Kremlin Launches Military Exercises In Russian Far East

Publication: Eurasia Daily Monitor Volume: 1 Issue: 28

Russian Defense Minister Sergei Ivanov triumphantly announced the start on June 9 of military exercises of a scale that “Russia has not seen before”. The codename is “Mobilnost (Mobility) – 2004” and indeed the key element is the airlift of three combat units: one company from the Pskov Airborne Division, one company from the Northern Fleet Marine Brigade, and a battalion from the Volga-Ural Military District, dispatched to a training ground in the Far East. Some 50 aircraft from the Military-Transport Aviation and the Ministry of Transport would operate the “air bridge” and deliver these 800 troops and 100 armored and other vehicles. The “active phase” will take place on June 21-25. But a number of smaller exercises, integrated within the same strategic framework, subsequently will be staged. The exercises are being undertaken as a demonstration and test of combat readiness (Izvestia, June 10).

This brief information, and the public relations campaign surrounding the exercises, emanating from the leadership at least leads to critical reflection. One immediately obvious feature is the absence of any nuclear elements. The strategic forces, which performed so poorly during the “presidential” exercises in February, are not staging new missile launches. The idea of “pre-emptive strikes,” that Moscow finds so fascinating in the vein of current US thinking about “new wars” has, therefore, not reached an empirical level.

Another noteworthy feature is the relatively small number of combat troops involved in this performance, particularly in comparison with “Operation Overlord” that Russia was for the first time invited to celebrate on June 6. What makes the Russian exercises truly unique is the rapid deployment across the entire stretch of this large country. The huge scale of the operation cannot fail to impress European members of NATO who are experiencing an acute shortage of strategic airlift capacity for sustaining the operation in Afghanistan. Indeed, it is possible to assume that Moscow is not preparing for any contingencies, specifically in the Far East, but rather sending a signal: “anyplace is within our reach” (Vremya Novostei, June 8; Russian Ministry of Defense web site, June 9, http://www.mil.ru/releases/2004/06/091021_6844.shtml).
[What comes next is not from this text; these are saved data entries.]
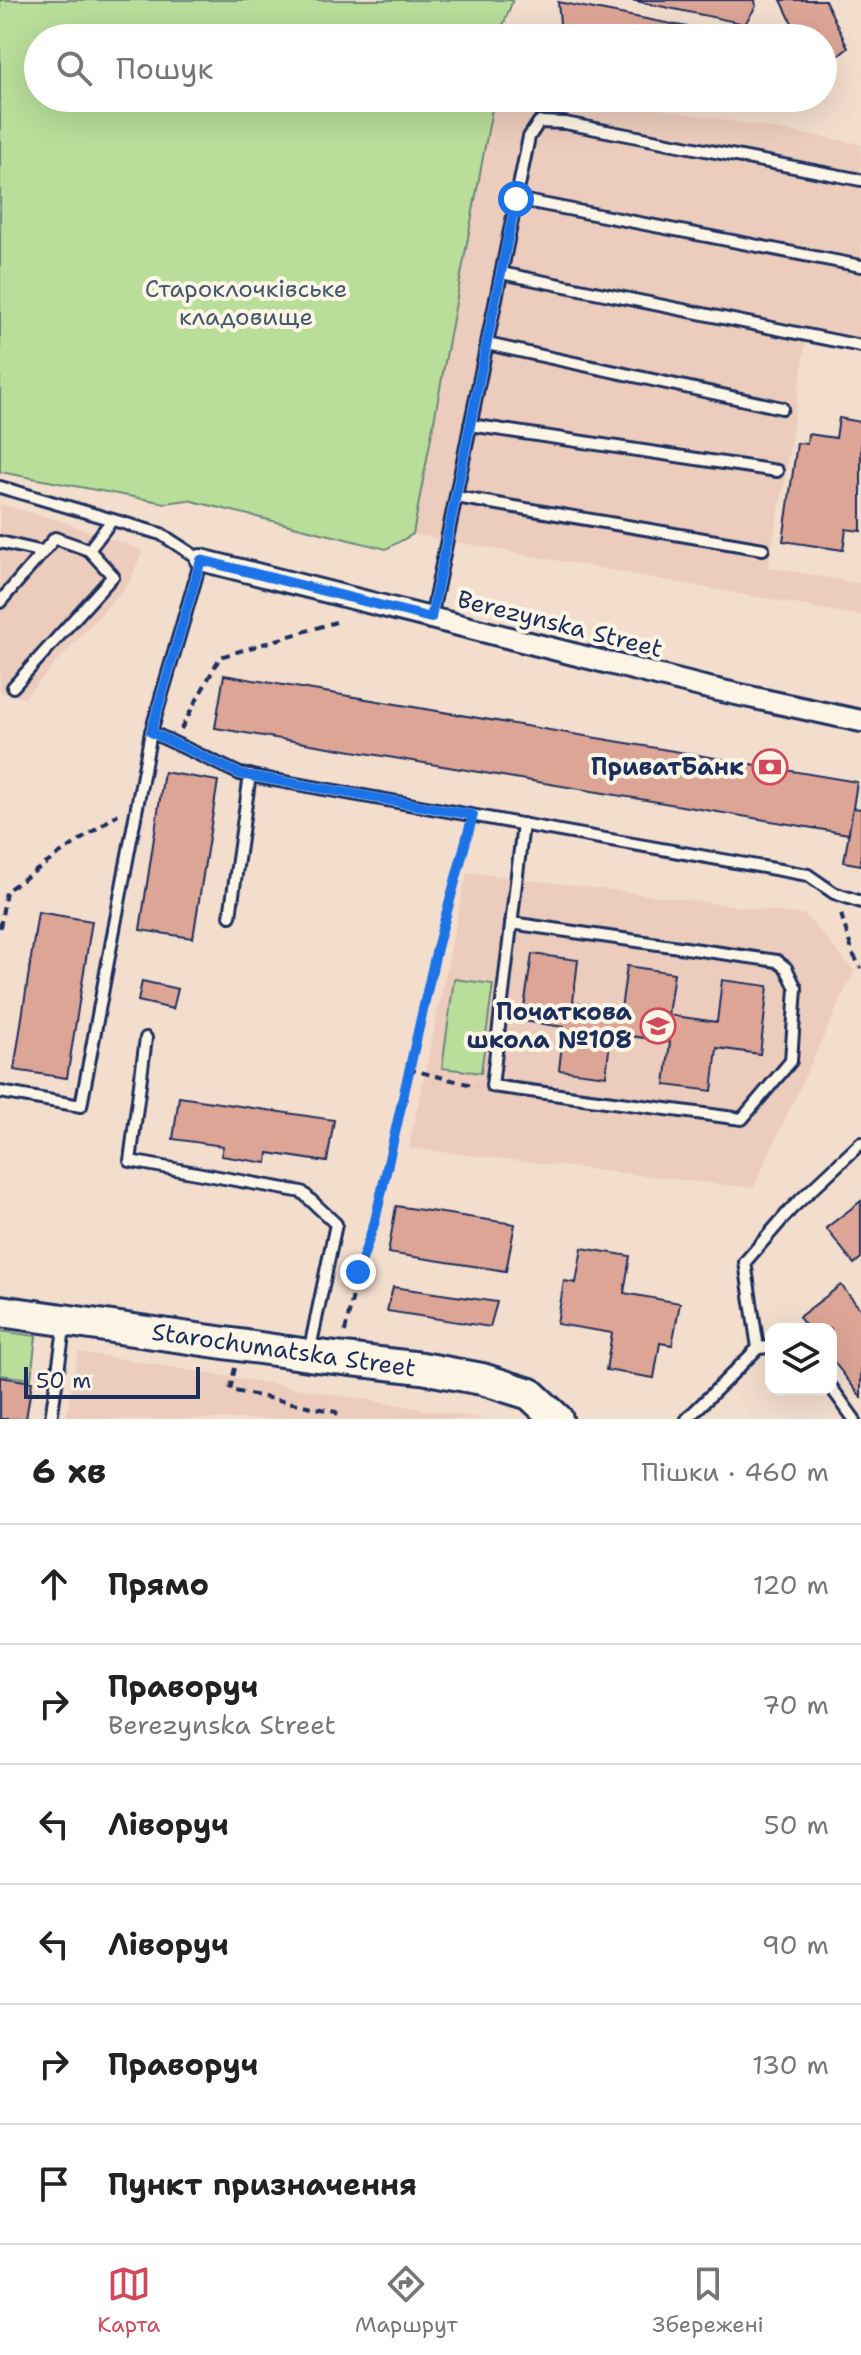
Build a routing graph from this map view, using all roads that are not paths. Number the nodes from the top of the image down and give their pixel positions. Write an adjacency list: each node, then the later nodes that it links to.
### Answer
1 (861, 180): 2 (lane)
2 (516, 199): 3 (lane); 4 (lane)
3 (861, 266)
4 (501, 273): 5 (lane); 6 (lane)
5 (487, 344): 7 (lane); 8 (lane)
6 (861, 346)
7 (782, 408)
8 (470, 425): 9 (lane); 11 (lane)
9 (777, 471)
10 (0, 487): 12 (lane)
11 (456, 497): 14 (lane); 19 (lane)
12 (112, 520): 15 (lane); 17 (lane)
13 (0, 542): 16 (lane)
14 (763, 549)
15 (89, 550): 16 (lane); 20 (lane)
16 (43, 552): 18 (lane)
17 (201, 560): 19 (street, Berezynska Street); 22 (lane)
18 (0, 602)
19 (431, 618): 21 (street, Berezynska Street)
20 (13, 687)
21 (861, 721)
22 (151, 732): 23 (lane); 29 (lane)
23 (250, 775): 24 (lane); 26 (lane)
24 (523, 824): 25 (lane); 27 (lane)
25 (861, 902)
26 (230, 916)
27 (511, 923): 27 (lane)
28 (146, 1038): 35 (lane)
29 (0, 1092)
30 (861, 1143): 34 (lane)
31 (0, 1311): 32 (street, Starochumatska Street)
32 (66, 1320): 35 (street, Starochumatska Street); 37 (lane)
33 (765, 1347): 34 (lane)
34 (758, 1348): 39 (lane)
35 (309, 1355): 38 (street, Starochumatska Street)
36 (837, 1395): 40 (lane)
37 (51, 1419)
38 (557, 1419)
39 (687, 1419)
40 (854, 1419)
The prime target for this signal is possibly Central Asia. Instead of setting off a tsunami wave of alarmist comments in the West with another exercise in the Caspian area, on par with those in summer 2002, Moscow makes the point in a subtler but no less efficient way. As the US military presence in Kyrgyzstan and Uzbekistan appears progressively feeble and vulnerable, Russia shows the deeply concerned leaders that it is able to come quickly to their rescue and disperse any terrorist insurgency with prevailing force. No inconvenient questions about human rights records would be asked. Another intended recipient of the signal is probably Georgia, which has recently shown its own small but US-trained military muscle against rebellious South Ossetia. Georgian President Saakashvily presumably needs a reminder that Chechnya, while still a zone of deadlocked conflict, now needs fewer troops to police. Therefore, Russia has sufficient spare troops to face other challenges.
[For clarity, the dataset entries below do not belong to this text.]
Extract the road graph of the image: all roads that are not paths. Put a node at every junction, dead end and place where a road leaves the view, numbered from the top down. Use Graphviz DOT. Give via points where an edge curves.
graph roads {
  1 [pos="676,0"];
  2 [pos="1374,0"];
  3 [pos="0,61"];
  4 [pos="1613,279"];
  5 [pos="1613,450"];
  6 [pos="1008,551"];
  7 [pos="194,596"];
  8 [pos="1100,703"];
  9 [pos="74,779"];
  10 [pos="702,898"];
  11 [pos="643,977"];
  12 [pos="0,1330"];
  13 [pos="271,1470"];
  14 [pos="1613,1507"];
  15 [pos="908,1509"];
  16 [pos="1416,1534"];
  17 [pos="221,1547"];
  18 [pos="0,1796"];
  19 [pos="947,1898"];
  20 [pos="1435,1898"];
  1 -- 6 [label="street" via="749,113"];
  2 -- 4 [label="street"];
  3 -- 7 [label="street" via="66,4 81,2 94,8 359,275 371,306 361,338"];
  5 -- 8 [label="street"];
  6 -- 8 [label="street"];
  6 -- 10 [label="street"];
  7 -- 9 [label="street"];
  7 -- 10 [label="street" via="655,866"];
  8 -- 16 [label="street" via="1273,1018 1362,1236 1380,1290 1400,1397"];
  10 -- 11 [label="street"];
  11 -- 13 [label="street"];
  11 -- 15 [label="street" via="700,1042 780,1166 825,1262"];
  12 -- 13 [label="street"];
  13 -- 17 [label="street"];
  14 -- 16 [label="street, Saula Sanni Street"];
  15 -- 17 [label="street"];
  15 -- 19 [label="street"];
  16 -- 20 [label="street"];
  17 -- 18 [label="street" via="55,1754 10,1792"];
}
However, the success of this multi-purpose power demonstration is by no means guaranteed. More modest exercises last summer brought too many accidents and technical malfunctions, such as helicopters colliding in a landing area and heavy bombers disintegrating in mid-air. It is exactly in the Far East that the old Soviet military infrastructure is now weakened beyond repair. Therefore, probability of failure is quite high. It is entirely possible that the Russian military leadership views this eventuality as an acceptable risk. However, a different explanation can also be advanced.

A serious conflict between Russian Defense Minister Ivanov Ivanov and Chief of General Staff Kvashnin has been brewing since last autumn when the minister expressed the opinion that the general staff had accumulated too many administrative functions and needed instead to concentrate on strategic planning. This line recently has been reinforced through several amendments to the Law on Defense, approved by the State Duma. The Duma generally has few opinions of its own on matters of any strategic importance. Nevertheless, Kvashnin remains defiant, cognizant that even if Ivanov enjoys Putin’s full confidence, his defense ministry still is unable to take on command functions – or to handle operations in Chechnya. But now it is Kvashnin who is in charge of the high-profile exercises – and will duly be held responsible for every failure. The sad fact of the matter is that none of the protagonists in this clash of titans cares much about streamlining bloated command structures. So if Kvashnin gets a well-deserved sacking, military reform would still remain stalled.